Stored items:
--- START ---
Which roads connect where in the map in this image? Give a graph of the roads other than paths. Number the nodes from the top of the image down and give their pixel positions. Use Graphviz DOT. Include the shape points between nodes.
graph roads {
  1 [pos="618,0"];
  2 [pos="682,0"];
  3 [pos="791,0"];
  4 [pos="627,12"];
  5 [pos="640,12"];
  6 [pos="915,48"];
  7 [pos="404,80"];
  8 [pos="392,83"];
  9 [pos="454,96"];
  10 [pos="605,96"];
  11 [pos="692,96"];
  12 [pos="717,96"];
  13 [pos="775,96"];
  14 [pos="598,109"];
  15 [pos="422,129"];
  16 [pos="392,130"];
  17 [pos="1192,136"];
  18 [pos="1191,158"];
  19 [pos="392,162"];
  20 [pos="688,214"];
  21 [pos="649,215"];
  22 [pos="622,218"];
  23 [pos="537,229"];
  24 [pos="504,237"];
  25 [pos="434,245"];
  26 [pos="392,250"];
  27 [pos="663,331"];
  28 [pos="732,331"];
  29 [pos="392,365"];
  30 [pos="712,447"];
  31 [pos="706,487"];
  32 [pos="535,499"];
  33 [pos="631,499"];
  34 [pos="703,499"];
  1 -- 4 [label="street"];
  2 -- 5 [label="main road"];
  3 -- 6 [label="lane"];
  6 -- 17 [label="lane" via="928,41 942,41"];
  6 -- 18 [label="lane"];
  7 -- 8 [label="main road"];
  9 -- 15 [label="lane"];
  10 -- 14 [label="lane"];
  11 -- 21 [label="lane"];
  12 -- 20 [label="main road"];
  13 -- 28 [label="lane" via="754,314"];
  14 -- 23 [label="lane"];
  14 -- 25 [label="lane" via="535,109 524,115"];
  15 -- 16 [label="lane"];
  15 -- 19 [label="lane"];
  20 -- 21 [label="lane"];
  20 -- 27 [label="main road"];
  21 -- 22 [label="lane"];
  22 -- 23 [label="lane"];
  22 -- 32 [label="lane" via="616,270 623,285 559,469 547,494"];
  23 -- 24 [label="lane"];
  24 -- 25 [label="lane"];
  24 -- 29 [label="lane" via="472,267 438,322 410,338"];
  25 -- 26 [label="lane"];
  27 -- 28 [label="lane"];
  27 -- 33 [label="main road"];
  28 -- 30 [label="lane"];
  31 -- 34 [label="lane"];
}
--- END ---
• [WORK ORDER] All records should be written out again exactly as given.

• [TASK OUTPUT]
Which roads connect where in the map in this image? Give a graph of the roads other than paths. Number the nodes from the top of the image down and give their pixel positions. Use Graphviz DOT. Include the shape points between nodes.
graph roads {
  1 [pos="618,0"];
  2 [pos="682,0"];
  3 [pos="791,0"];
  4 [pos="627,12"];
  5 [pos="640,12"];
  6 [pos="915,48"];
  7 [pos="404,80"];
  8 [pos="392,83"];
  9 [pos="454,96"];
  10 [pos="605,96"];
  11 [pos="692,96"];
  12 [pos="717,96"];
  13 [pos="775,96"];
  14 [pos="598,109"];
  15 [pos="422,129"];
  16 [pos="392,130"];
  17 [pos="1192,136"];
  18 [pos="1191,158"];
  19 [pos="392,162"];
  20 [pos="688,214"];
  21 [pos="649,215"];
  22 [pos="622,218"];
  23 [pos="537,229"];
  24 [pos="504,237"];
  25 [pos="434,245"];
  26 [pos="392,250"];
  27 [pos="663,331"];
  28 [pos="732,331"];
  29 [pos="392,365"];
  30 [pos="712,447"];
  31 [pos="706,487"];
  32 [pos="535,499"];
  33 [pos="631,499"];
  34 [pos="703,499"];
  1 -- 4 [label="street"];
  2 -- 5 [label="main road"];
  3 -- 6 [label="lane"];
  6 -- 17 [label="lane" via="928,41 942,41"];
  6 -- 18 [label="lane"];
  7 -- 8 [label="main road"];
  9 -- 15 [label="lane"];
  10 -- 14 [label="lane"];
  11 -- 21 [label="lane"];
  12 -- 20 [label="main road"];
  13 -- 28 [label="lane" via="754,314"];
  14 -- 23 [label="lane"];
  14 -- 25 [label="lane" via="535,109 524,115"];
  15 -- 16 [label="lane"];
  15 -- 19 [label="lane"];
  20 -- 21 [label="lane"];
  20 -- 27 [label="main road"];
  21 -- 22 [label="lane"];
  22 -- 23 [label="lane"];
  22 -- 32 [label="lane" via="616,270 623,285 559,469 547,494"];
  23 -- 24 [label="lane"];
  24 -- 25 [label="lane"];
  24 -- 29 [label="lane" via="472,267 438,322 410,338"];
  25 -- 26 [label="lane"];
  27 -- 28 [label="lane"];
  27 -- 33 [label="main road"];
  28 -- 30 [label="lane"];
  31 -- 34 [label="lane"];
}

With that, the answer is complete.